Mediator Design Pattern in C# with Example

1. Definition

The Mediator Design Pattern defines an object that encapsulates how a set of objects interact. It promotes loose coupling by keeping objects from referring to each other explicitly, and it lets you vary their interaction independently.

2. Problem Statement

Imagine a situation where several components (like buttons, text boxes, and dropdowns) in a GUI application interact with each other directly. If you wanted to change the behavior of one component, it might involve changing many other components. This leads to a system where components are tightly coupled, making it hard to maintain and extend.

3. Solution

The Mediator pattern suggests that you should cease all direct communication between the components which you want to make independent of each other. Instead, these components must collaborate indirectly, by calling a special mediator object that redirects the calls to appropriate components. As a result, the components depend only on a single mediator class instead of being coupled to dozens of their colleagues.

4. Real-World Use Cases

1. Chat rooms where users send messages to a central hub, and then the hub sends those messages to other users.

2. Air traffic control towers coordinating flights.

3. GUI libraries where interactions between multiple UI components are managed.

5. Implementation Steps

1. Define a mediator interface that will communicate with colleague objects.

2. Create a concrete mediator class that implements the mediator interface.

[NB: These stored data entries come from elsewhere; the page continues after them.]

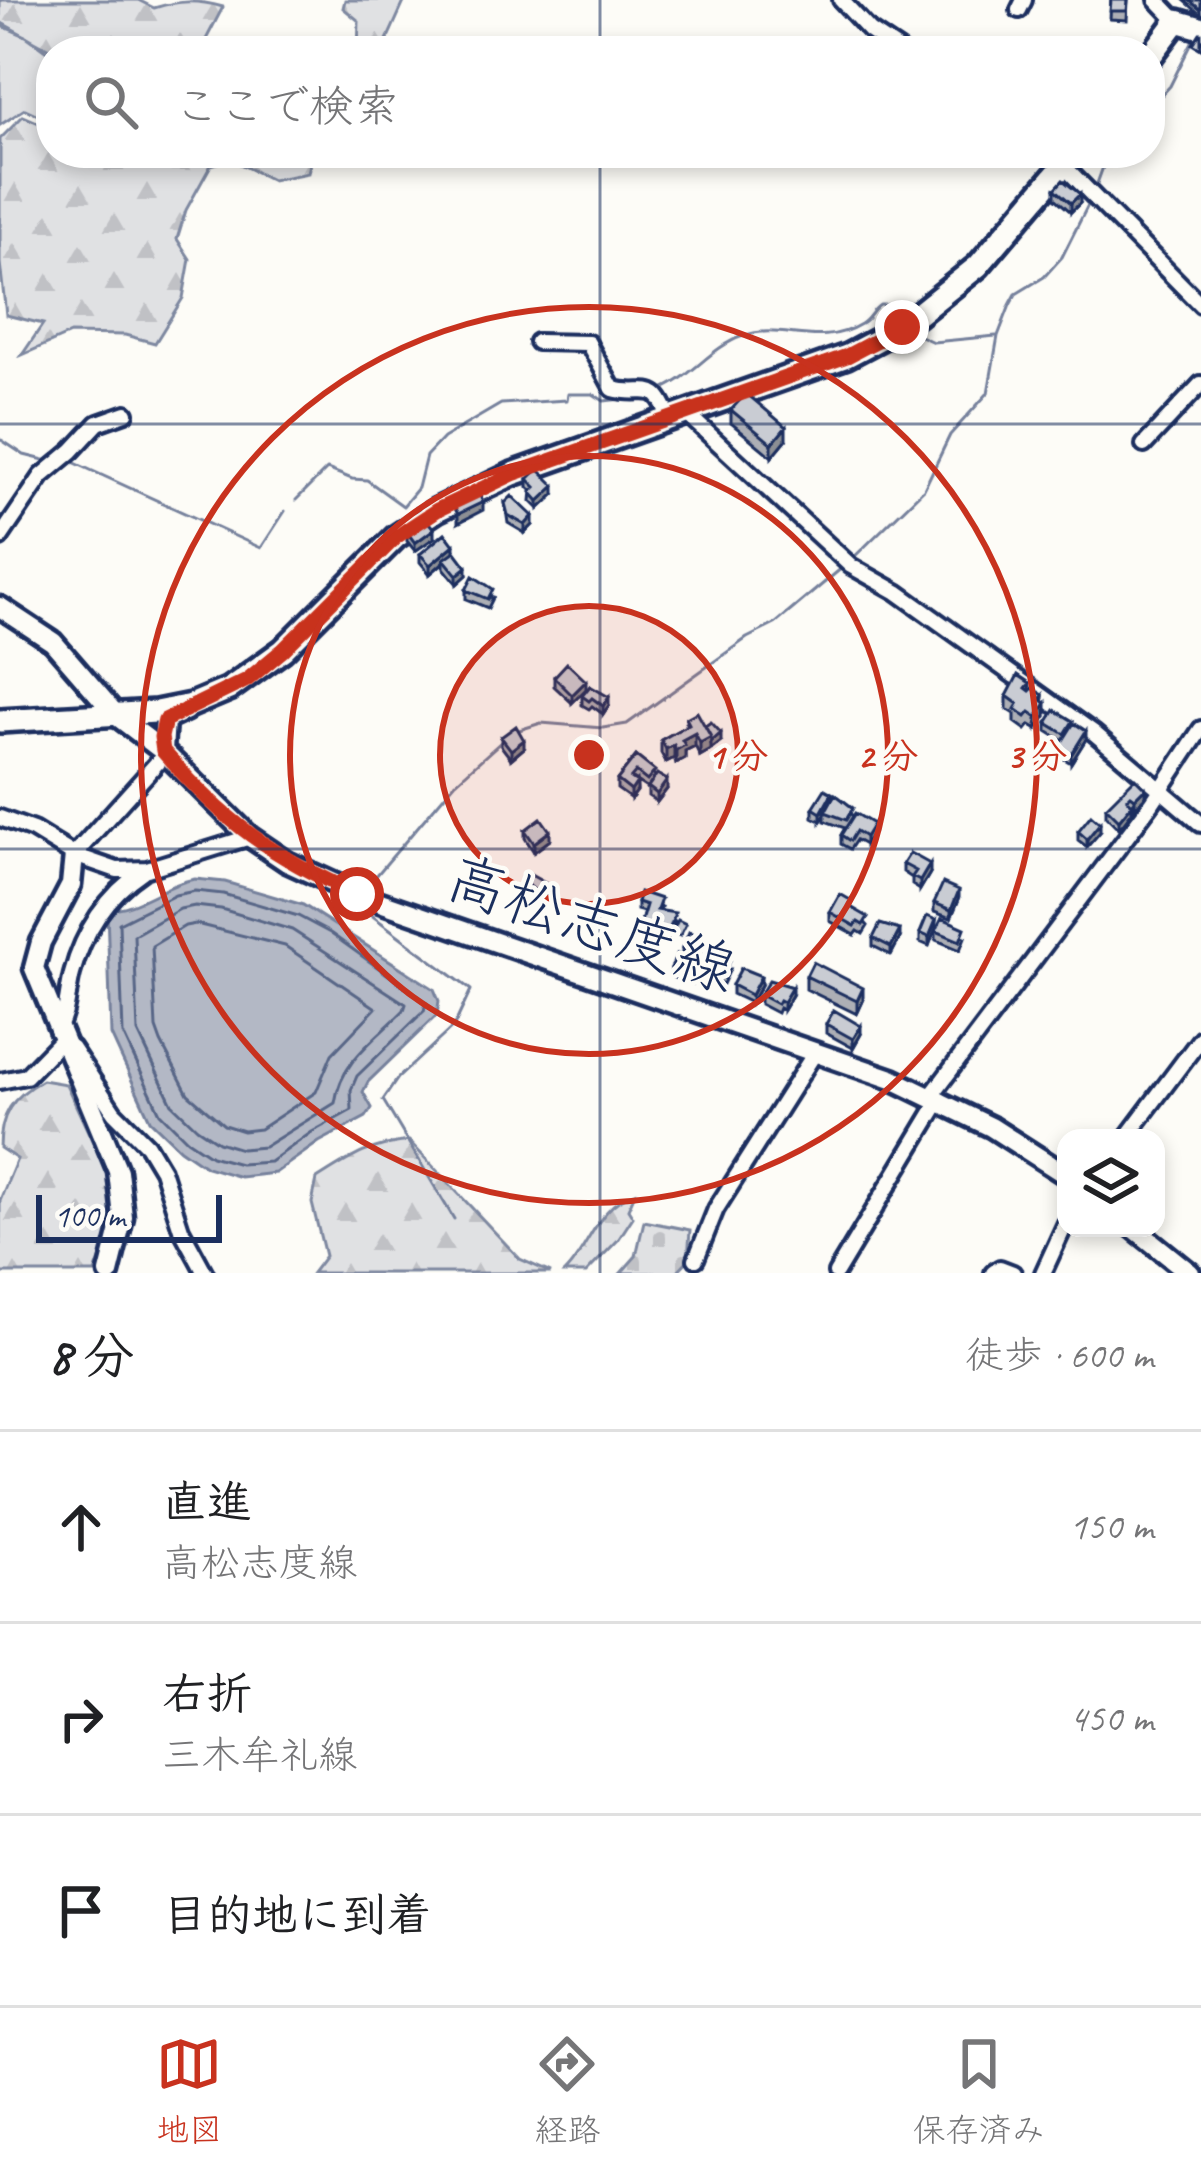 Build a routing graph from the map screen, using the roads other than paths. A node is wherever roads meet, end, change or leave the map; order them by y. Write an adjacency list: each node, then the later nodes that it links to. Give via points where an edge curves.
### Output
1 (841, 0): 4 (street)
2 (1156, 0): 3 (street)
3 (1191, 26): 5 (main road)
4 (878, 36)
5 (1165, 46)
6 (1054, 168): 12 (main road, via 978,266 902,327 847,356)
7 (1073, 168): 8 (street)
8 (1201, 305)
9 (537, 342): 12 (street, via 588,343 613,388 653,389)
10 (1198, 395): 13 (street)
11 (126, 413): 14 (street, via 98,423 42,476)
12 (678, 417): 17 (main road, via 513,474 437,510 396,537 264,666); 23 (street, via 847,564 1059,707)
13 (1144, 446)
14 (0, 538)
15 (0, 607): 16 (main road, 高松志度線, via 53,642)
16 (86, 684): 18 (main road); 19 (main road, 高松志度線)
17 (212, 697): 19 (main road); 22 (main road, via 165,720)
18 (73, 716): 19 (main road); 20 (main road)
19 (117, 716): 22 (main road, 高松志度線)
20 (0, 721)
21 (1201, 729): 23 (street)
22 (164, 753): 26 (main road, 高松志度線); 27 (street)
23 (1163, 789): 25 (street); 33 (street)
24 (0, 818): 27 (street)
25 (1201, 824)
26 (250, 838): 28 (street); 31 (main road, 高松志度線, via 357,894)
27 (74, 855): 28 (street, via 117,870); 29 (main road, via 70,885 35,955)
28 (147, 868): 29 (street, via 101,909 72,971)
29 (59, 1035): 32 (street, via 26,1076); 39 (main road, via 118,1171 123,1217); 40 (street, via 155,1157)
30 (1201, 1038): 34 (street)
31 (816, 1051): 33 (main road, 高松志度線); 38 (street, via 716,1209)
32 (0, 1081)
33 (935, 1098): 35 (main road, 高松志度線); 41 (street)
34 (1133, 1129)
35 (1057, 1169)
36 (1059, 1237): 44 (street)
37 (1145, 1237): 45 (main road)
38 (696, 1259)
39 (110, 1273)
40 (205, 1273)
41 (836, 1273)
42 (993, 1273): 43 (street)
43 (1013, 1273)
44 (1043, 1273)
45 (1190, 1273)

3. Colleague classes should have a reference to the mediator object. Instead of communicating directly with each other, they will communicate through the mediator.

6. Implementation in C#

// Mediator interface
public interface IMediator
{
    void Notify(object sender, string ev);
}

// Concrete Mediator
public class ConcreteMediator : IMediator
{
    public Colleague1 Colleague1 { get; set; }
    public Colleague2 Colleague2 { get; set; }

    public void Notify(object sender, string ev)
    {
        if (ev == "A")
        {
            Console.WriteLine("Mediator reacts on A and triggers following operations:");
            this.Colleague2.DoC();
        }
        if (ev == "D")
        {
            Console.WriteLine("Mediator reacts on D and triggers following operations:");
            this.Colleague1.DoB();
            this.Colleague2.DoC();
        }
    }
}

// Base Colleague
public abstract class BaseColleague
{
    protected IMediator _mediator;

    public BaseColleague(IMediator mediator)
    {
        this._mediator = mediator;
    }
}

// Concrete Colleague 1
public class Colleague1 : BaseColleague
{
    public Colleague1(IMediator mediator) : base(mediator) { }

    public void DoA()
    {
        Console.WriteLine("Colleague1 does A.");
        _mediator.Notify(this, "A");
    }

    public void DoB()
    {
        Console.WriteLine("Colleague1 does B.");
        _mediator.Notify(this, "B");
    }
}

// Concrete Colleague 2
public class Colleague2 : BaseColleague
{
    public Colleague2(IMediator mediator) : base(mediator) { }

    public void DoC()
    {
        Console.WriteLine("Colleague2 does C.");
    }

    public void DoD()
    {
        Console.WriteLine("Colleague2 does D.");
        _mediator.Notify(this, "D");
    }
}

public class Program
{
    public static void Main()
    {
        // Client code
        ConcreteMediator mediator = new ConcreteMediator();
        Colleague1 colleague1 = new Colleague1(mediator);
        Colleague2 colleague2 = new Colleague2(mediator);

        mediator.Colleague1 = colleague1;
        mediator.Colleague2 = colleague2;

        Console.WriteLine("Client triggers operation A.");
        colleague1.DoA();

        Console.WriteLine();

        Console.WriteLine("Client triggers operation D.");
        colleague2.DoD();
    }
}

Output:

Client triggers operation A.
Colleague1 does A.
Mediator reacts on A and triggers following operations:
Colleague2 does C.

Client triggers operation D.
Colleague2 does D.
Mediator reacts on D and triggers following operations:
Colleague1 does B.
Colleague2 does C.

Explanation:

In the provided example, Colleague1 and Colleague2 represent components that would like to interact with each other. Instead of doing so directly, they use the ConcreteMediator. When they want to send messages or notifications, they do so through the mediator, which then decides what actions should be taken.

7. When to use?

1. Use the Mediator pattern when you want to reduce the chaotic dependencies between multiple classes or objects by centralizing external communications.

2. When you find yourself creating tons of subclass relationships to reuse some common behavior, consider using the Mediator. Instead of subclassing, you place the shared code in the mediator.